** Opening Data provided block **
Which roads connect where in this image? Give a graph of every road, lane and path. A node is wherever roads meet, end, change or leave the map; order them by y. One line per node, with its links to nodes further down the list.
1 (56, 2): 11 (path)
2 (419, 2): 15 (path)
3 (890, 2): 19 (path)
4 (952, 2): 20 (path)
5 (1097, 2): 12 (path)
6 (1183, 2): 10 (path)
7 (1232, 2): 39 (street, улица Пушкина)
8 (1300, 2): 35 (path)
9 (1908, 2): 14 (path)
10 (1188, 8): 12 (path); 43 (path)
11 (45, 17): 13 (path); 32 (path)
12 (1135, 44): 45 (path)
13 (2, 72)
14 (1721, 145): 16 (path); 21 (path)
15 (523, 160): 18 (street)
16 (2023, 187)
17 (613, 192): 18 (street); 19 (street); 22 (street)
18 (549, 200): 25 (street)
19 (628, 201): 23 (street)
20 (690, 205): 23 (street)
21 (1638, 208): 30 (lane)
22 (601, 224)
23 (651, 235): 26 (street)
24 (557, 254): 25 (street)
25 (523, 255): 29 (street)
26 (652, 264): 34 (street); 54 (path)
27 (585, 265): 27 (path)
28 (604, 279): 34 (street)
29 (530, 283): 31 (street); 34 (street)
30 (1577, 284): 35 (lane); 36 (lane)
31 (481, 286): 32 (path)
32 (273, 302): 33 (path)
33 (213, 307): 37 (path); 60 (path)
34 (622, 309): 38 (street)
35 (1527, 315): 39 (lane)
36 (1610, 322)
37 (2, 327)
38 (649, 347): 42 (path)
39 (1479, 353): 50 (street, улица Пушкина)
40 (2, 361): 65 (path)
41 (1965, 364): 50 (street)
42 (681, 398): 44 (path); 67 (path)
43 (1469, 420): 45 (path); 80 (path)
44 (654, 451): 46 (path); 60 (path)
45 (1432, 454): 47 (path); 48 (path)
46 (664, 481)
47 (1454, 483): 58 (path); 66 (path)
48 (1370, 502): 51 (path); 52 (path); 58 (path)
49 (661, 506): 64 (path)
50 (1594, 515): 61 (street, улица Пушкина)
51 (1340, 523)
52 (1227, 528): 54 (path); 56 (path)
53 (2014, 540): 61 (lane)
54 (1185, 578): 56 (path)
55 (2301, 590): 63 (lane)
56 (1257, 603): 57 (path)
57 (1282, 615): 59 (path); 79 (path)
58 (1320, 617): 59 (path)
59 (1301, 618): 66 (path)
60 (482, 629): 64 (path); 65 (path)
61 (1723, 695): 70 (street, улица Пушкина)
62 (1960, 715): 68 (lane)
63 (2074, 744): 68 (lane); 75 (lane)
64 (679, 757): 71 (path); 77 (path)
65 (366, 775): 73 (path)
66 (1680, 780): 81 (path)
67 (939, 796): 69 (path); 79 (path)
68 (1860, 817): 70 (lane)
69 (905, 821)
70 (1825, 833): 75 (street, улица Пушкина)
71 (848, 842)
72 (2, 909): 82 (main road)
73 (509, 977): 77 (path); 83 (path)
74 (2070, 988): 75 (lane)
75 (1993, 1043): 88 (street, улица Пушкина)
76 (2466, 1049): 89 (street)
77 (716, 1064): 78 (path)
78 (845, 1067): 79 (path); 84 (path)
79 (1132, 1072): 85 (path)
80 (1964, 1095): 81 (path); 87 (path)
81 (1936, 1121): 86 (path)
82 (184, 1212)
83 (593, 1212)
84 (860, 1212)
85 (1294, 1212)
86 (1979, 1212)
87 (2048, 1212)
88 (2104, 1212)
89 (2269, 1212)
** Closing Data provided block **
What is expected: The records above are to be reproduced exactly, with nothing left out.

Solved exercise:
Which roads connect where in this image? Give a graph of every road, lane and path. A node is wherever roads meet, end, change or leave the map; order them by y. One line per node, with its links to nodes further down the list.
1 (56, 2): 11 (path)
2 (419, 2): 15 (path)
3 (890, 2): 19 (path)
4 (952, 2): 20 (path)
5 (1097, 2): 12 (path)
6 (1183, 2): 10 (path)
7 (1232, 2): 39 (street, улица Пушкина)
8 (1300, 2): 35 (path)
9 (1908, 2): 14 (path)
10 (1188, 8): 12 (path); 43 (path)
11 (45, 17): 13 (path); 32 (path)
12 (1135, 44): 45 (path)
13 (2, 72)
14 (1721, 145): 16 (path); 21 (path)
15 (523, 160): 18 (street)
16 (2023, 187)
17 (613, 192): 18 (street); 19 (street); 22 (street)
18 (549, 200): 25 (street)
19 (628, 201): 23 (street)
20 (690, 205): 23 (street)
21 (1638, 208): 30 (lane)
22 (601, 224)
23 (651, 235): 26 (street)
24 (557, 254): 25 (street)
25 (523, 255): 29 (street)
26 (652, 264): 34 (street); 54 (path)
27 (585, 265): 27 (path)
28 (604, 279): 34 (street)
29 (530, 283): 31 (street); 34 (street)
30 (1577, 284): 35 (lane); 36 (lane)
31 (481, 286): 32 (path)
32 (273, 302): 33 (path)
33 (213, 307): 37 (path); 60 (path)
34 (622, 309): 38 (street)
35 (1527, 315): 39 (lane)
36 (1610, 322)
37 (2, 327)
38 (649, 347): 42 (path)
39 (1479, 353): 50 (street, улица Пушкина)
40 (2, 361): 65 (path)
41 (1965, 364): 50 (street)
42 (681, 398): 44 (path); 67 (path)
43 (1469, 420): 45 (path); 80 (path)
44 (654, 451): 46 (path); 60 (path)
45 (1432, 454): 47 (path); 48 (path)
46 (664, 481)
47 (1454, 483): 58 (path); 66 (path)
48 (1370, 502): 51 (path); 52 (path); 58 (path)
49 (661, 506): 64 (path)
50 (1594, 515): 61 (street, улица Пушкина)
51 (1340, 523)
52 (1227, 528): 54 (path); 56 (path)
53 (2014, 540): 61 (lane)
54 (1185, 578): 56 (path)
55 (2301, 590): 63 (lane)
56 (1257, 603): 57 (path)
57 (1282, 615): 59 (path); 79 (path)
58 (1320, 617): 59 (path)
59 (1301, 618): 66 (path)
60 (482, 629): 64 (path); 65 (path)
61 (1723, 695): 70 (street, улица Пушкина)
62 (1960, 715): 68 (lane)
63 (2074, 744): 68 (lane); 75 (lane)
64 (679, 757): 71 (path); 77 (path)
65 (366, 775): 73 (path)
66 (1680, 780): 81 (path)
67 (939, 796): 69 (path); 79 (path)
68 (1860, 817): 70 (lane)
69 (905, 821)
70 (1825, 833): 75 (street, улица Пушкина)
71 (848, 842)
72 (2, 909): 82 (main road)
73 (509, 977): 77 (path); 83 (path)
74 (2070, 988): 75 (lane)
75 (1993, 1043): 88 (street, улица Пушкина)
76 (2466, 1049): 89 (street)
77 (716, 1064): 78 (path)
78 (845, 1067): 79 (path); 84 (path)
79 (1132, 1072): 85 (path)
80 (1964, 1095): 81 (path); 87 (path)
81 (1936, 1121): 86 (path)
82 (184, 1212)
83 (593, 1212)
84 (860, 1212)
85 (1294, 1212)
86 (1979, 1212)
87 (2048, 1212)
88 (2104, 1212)
89 (2269, 1212)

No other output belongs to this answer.